I liked this a lot, it was one of the novels I was looking forward to most in this re-read, and in many ways it fulfilled my expectations. The final line of the penultimate chapter is extremely powerful.
But it is rather remarkable that I like it so much, because it's not much of a detection novel. If I remember correctly, there's one single physical clue to the killer's identity. Everything else is simply psychological, and in the end the identity of the murderer is just revealed, without anyone having detected who they are.

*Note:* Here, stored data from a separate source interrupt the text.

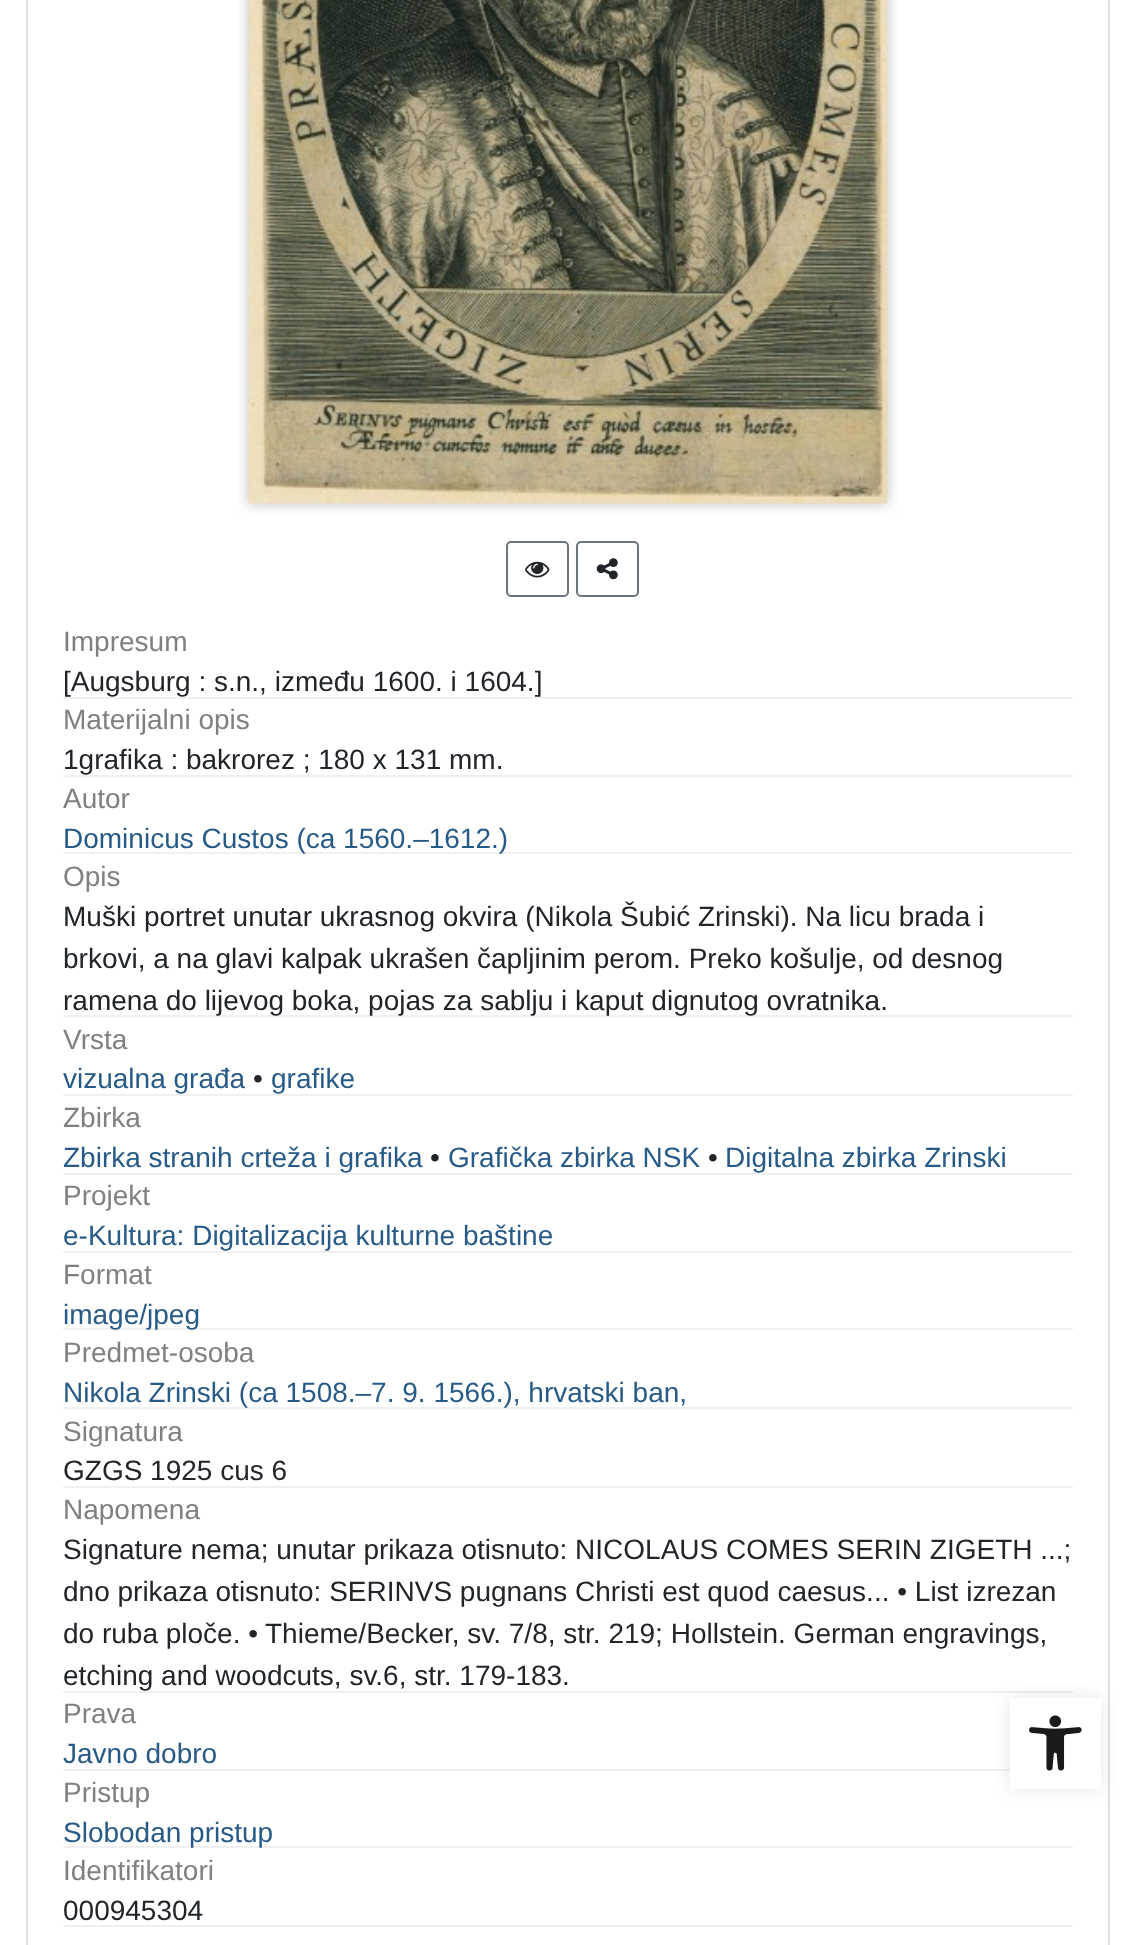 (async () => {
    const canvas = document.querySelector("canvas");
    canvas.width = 1135;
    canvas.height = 1945;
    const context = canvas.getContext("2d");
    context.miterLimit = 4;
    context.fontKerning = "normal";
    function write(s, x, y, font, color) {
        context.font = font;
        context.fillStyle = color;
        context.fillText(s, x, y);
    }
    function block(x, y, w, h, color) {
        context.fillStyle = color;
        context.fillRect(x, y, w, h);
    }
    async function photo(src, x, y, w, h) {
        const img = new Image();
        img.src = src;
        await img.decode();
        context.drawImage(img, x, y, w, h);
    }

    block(0, 0, 1135, 1945, "rgb(255, 255, 255)");
    context.strokeStyle = "rgb(223, 223, 223)";
    context.lineWidth = 2;
    context.strokeRect(27, -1, 1082, 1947);
    await photo("media/1.png", 238, 0, 660, 514);
    context.beginPath();
    context.roundRect(507, 542, 61, 54, 4);
    context.strokeStyle = "rgb(108, 117, 125)";
    context.stroke();
    await photo("media/2.png", 525, 561, 25, 17);
    context.beginPath();
    context.roundRect(577, 542, 61, 54, 4);
    context.stroke();
    await photo("media/3.png", 596, 558, 22, 22);
    write("Impresum", 63, 651, "28px Liberation Sans", "rgb(128, 128, 128)");
    write("[Augsburg : s.n., između 1600. i 1604.]", 63, 691, "28px Liberation Sans", "rgb(33, 37, 41)");
    block(63, 697, 1010, 2, "rgb(240, 240, 240)");
    write("Materijalni opis", 63, 729, "28px Liberation Sans", "rgb(128, 128, 128)");
    write("1grafika : bakrorez ; 180 x 131 mm.", 63, 769, "28px Liberation Sans", "rgb(33, 37, 41)");
    block(63, 775, 1010, 2, "rgb(240, 240, 240)");
    write("Autor", 63, 808, "28px Liberation Sans", "rgb(128, 128, 128)");
    block(63, 852, 1010, 2, "rgb(240, 240, 240)");
    write("Dominicus Custos (ca 1560.–1612.)", 63, 848, "28px Liberation Sans", "rgb(39, 90, 135)");
    write("Opis", 63, 886, "28px Liberation Sans", "rgb(128, 128, 128)");
    write("Muški portret unutar ukrasnog okvira (Nikola Šubić Zrinski). Na licu brada i", 63, 926, "28px Liberation Sans", "rgb(33, 37, 41)");
    write("brkovi, a na glavi kalpak ukrašen čapljinim perom. Preko košulje, od desnog", 63, 968, "28px Liberation Sans", "rgb(33, 37, 41)");
    block(63, 1015, 1010, 2, "rgb(240, 240, 240)");
    write("ramena do lijevog boka, pojas za sablju i kaput dignutog ovratnika.", 63, 1010, "28px Liberation Sans", "rgb(33, 37, 41)");
    write("Vrsta", 63, 1049, "28px Liberation Sans", "rgb(128, 128, 128)");
    write("vizualna građa", 63, 1088, "28px Liberation Sans", "rgb(39, 90, 135)");
    write("•", 253, 1088, "28px Liberation Sans", "rgb(33, 37, 41)");
    write("grafike", 271, 1088, "28px Liberation Sans", "rgb(39, 90, 135)");
    block(63, 1094, 1010, 2, "rgb(240, 240, 240)");
    write("Zbirka", 63, 1127, "28px Liberation Sans", "rgb(128, 128, 128)");
    write("Zbirka stranih crteža i grafika", 63, 1167, "28px Liberation Sans", "rgb(39, 90, 135)");
    write("•", 430, 1167, "28px Liberation Sans", "rgb(33, 37, 41)");
    write("Grafička zbirka NSK", 448, 1167, "28px Liberation Sans", "rgb(39, 90, 135)");
    write("•", 708, 1167, "28px Liberation Sans", "rgb(33, 37, 41)");
    write("Digitalna zbirka Zrinski", 725, 1167, "28px Liberation Sans", "rgb(39, 90, 135)");
    block(63, 1173, 1010, 2, "rgb(240, 240, 240)");
    write("Projekt", 63, 1205, "28px Liberation Sans", "rgb(128, 128, 128)");
    write("e-Kultura: Digitalizacija kulturne baštine", 63, 1245, "28px Liberation Sans", "rgb(39, 90, 135)");
    block(63, 1251, 1010, 2, "rgb(240, 240, 240)");
    write("Format", 63, 1284, "28px Liberation Sans", "rgb(128, 128, 128)");
    block(63, 1328, 1010, 2, "rgb(240, 240, 240)");
    write("image/jpeg", 63, 1324, "28px Liberation Sans", "rgb(39, 90, 135)");
    write("Predmet-osoba", 63, 1362, "28px Liberation Sans", "rgb(128, 128, 128)");
    block(63, 1407, 1010, 2, "rgb(240, 240, 240)");
    write("Nikola Zrinski (ca 1508.–7. 9. 1566.), hrvatski ban,", 63, 1402, "28px Liberation Sans", "rgb(39, 90, 135)");
    write("Signatura", 63, 1441, "28px Liberation Sans", "rgb(128, 128, 128)");
    write("GZGS 1925 cus 6", 63, 1480, "28px Liberation Sans", "rgb(33, 37, 41)");
    block(63, 1486, 1010, 2, "rgb(240, 240, 240)");
    write("Napomena", 63, 1519, "28px Liberation Sans", "rgb(128, 128, 128)");
    write("Signature nema; unutar prikaza otisnuto: NICOLAUS COMES SERIN ZIGETH ...;", 63, 1559, "28px Liberation Sans", "rgb(33, 37, 41)");
    write("dno prikaza otisnuto: SERINVS pugnans Christi est quod caesus... • List izrezan", 63, 1601, "28px Liberation Sans", "rgb(33, 37, 41)");
    write("do ruba ploče. •", 63, 1643, "28px Liberation Sans", "rgb(33, 37, 41)");
    write("Thieme/Becker, sv. 7/8, str. 219; Hollstein. German engravings,", 265, 1643, "28px Liberation Sans", "rgb(33, 37, 41)");
    write("etching and woodcuts, sv.6, str. 179-183.", 63, 1685, "28px Liberation Sans", "rgb(33, 37, 41)");
    block(63, 1691, 1010, 2, "rgb(240, 240, 240)");
    write("Prava", 63, 1723, "28px Liberation Sans", "rgb(128, 128, 128)");
    write("Javno dobro", 63, 1763, "28px Liberation Sans", "rgb(39, 90, 135)");
    block(63, 1769, 947, 2, "rgb(240, 240, 240)");
    write("Pristup", 63, 1802, "28px Liberation Sans", "rgb(128, 128, 128)");
    block(63, 1846, 1010, 2, "rgb(240, 240, 240)");
    write("Slobodan pristup", 63, 1842, "28px Liberation Sans", "rgb(39, 90, 135)");
    write("Identifikatori", 63, 1880, "28px Liberation Sans", "rgb(128, 128, 128)");
    write("000945304", 63, 1920, "28px Liberation Sans", "rgb(33, 37, 41)");
    block(63, 1925, 1010, 2, "rgb(240, 240, 240)");
    context.fillStyle = "rgba(0, 0, 0, 0.1)";
    context.filter = "blur(9px)";
    context.beginPath();
    context.rect(1010, 1698, 91, 91);
    context.fill();
    context.filter = "none";
    block(1010, 1698, 91, 91, "rgb(255, 255, 255)");
    await photo("media/4.png", 1029, 1715, 53, 56);
})();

Otherwise, the main thing with this story is naturally precisely that, the identity of the murderer. It's one you probably never will forget, and it's also telling that there are very few similar murderers in other works by Golden Age authors. At this very moment, I can only recall one other such story. (Modern mystery writing, on the other hand, is full of murderers of this kind.)
I'm awarding this an excellent 92 out of 100. I was close to putting a perfect 100, but realised that the absence of any true detective work at all needs some penalising. To be honest, the only one acting as a detective at all is Chief Inspector Taverner and maybe the twelve year old daughter of the house, Josephine.
Konstiga huset is one of the possible translations of Crooked House and works well as a title, both in British and in Swedish. I guess the novel is a bit of an outlier in Christie's production, but it still has six different editions here in Sweden.
The 1950 cover is yet another of those semi-humorous covers from around that period. In this case, I find it kinda suitable and fitting. It's interesting to contrast with the 1963 cover, which doesn't do much differently, but still manages to look quite a bit worse.
The Fontana cover crops up with the 1966 Zebra edition, looking its vaguely sinister self. It's the one I own, and I like it quite a bit. But isn't it actually a bit spoiler-y? One of the items is not mentioned at all until the very end when we learn the killer's motive. For 1977's book club cover we get a closeup of Josephine looking through the doorway. It's not entirely distinguished, which I suppose is quite a feat for a book club cover.
The mid 80s cover also features Josephine - at least I think that's supposed to be her - and the house in the background, though it doesn't look all that crooked to me. An okay cover, nothing more. But the 1990 one I like! All perspectives are off and it truly suggests the topsyturviness of the house and its inhabitants. Nicely done.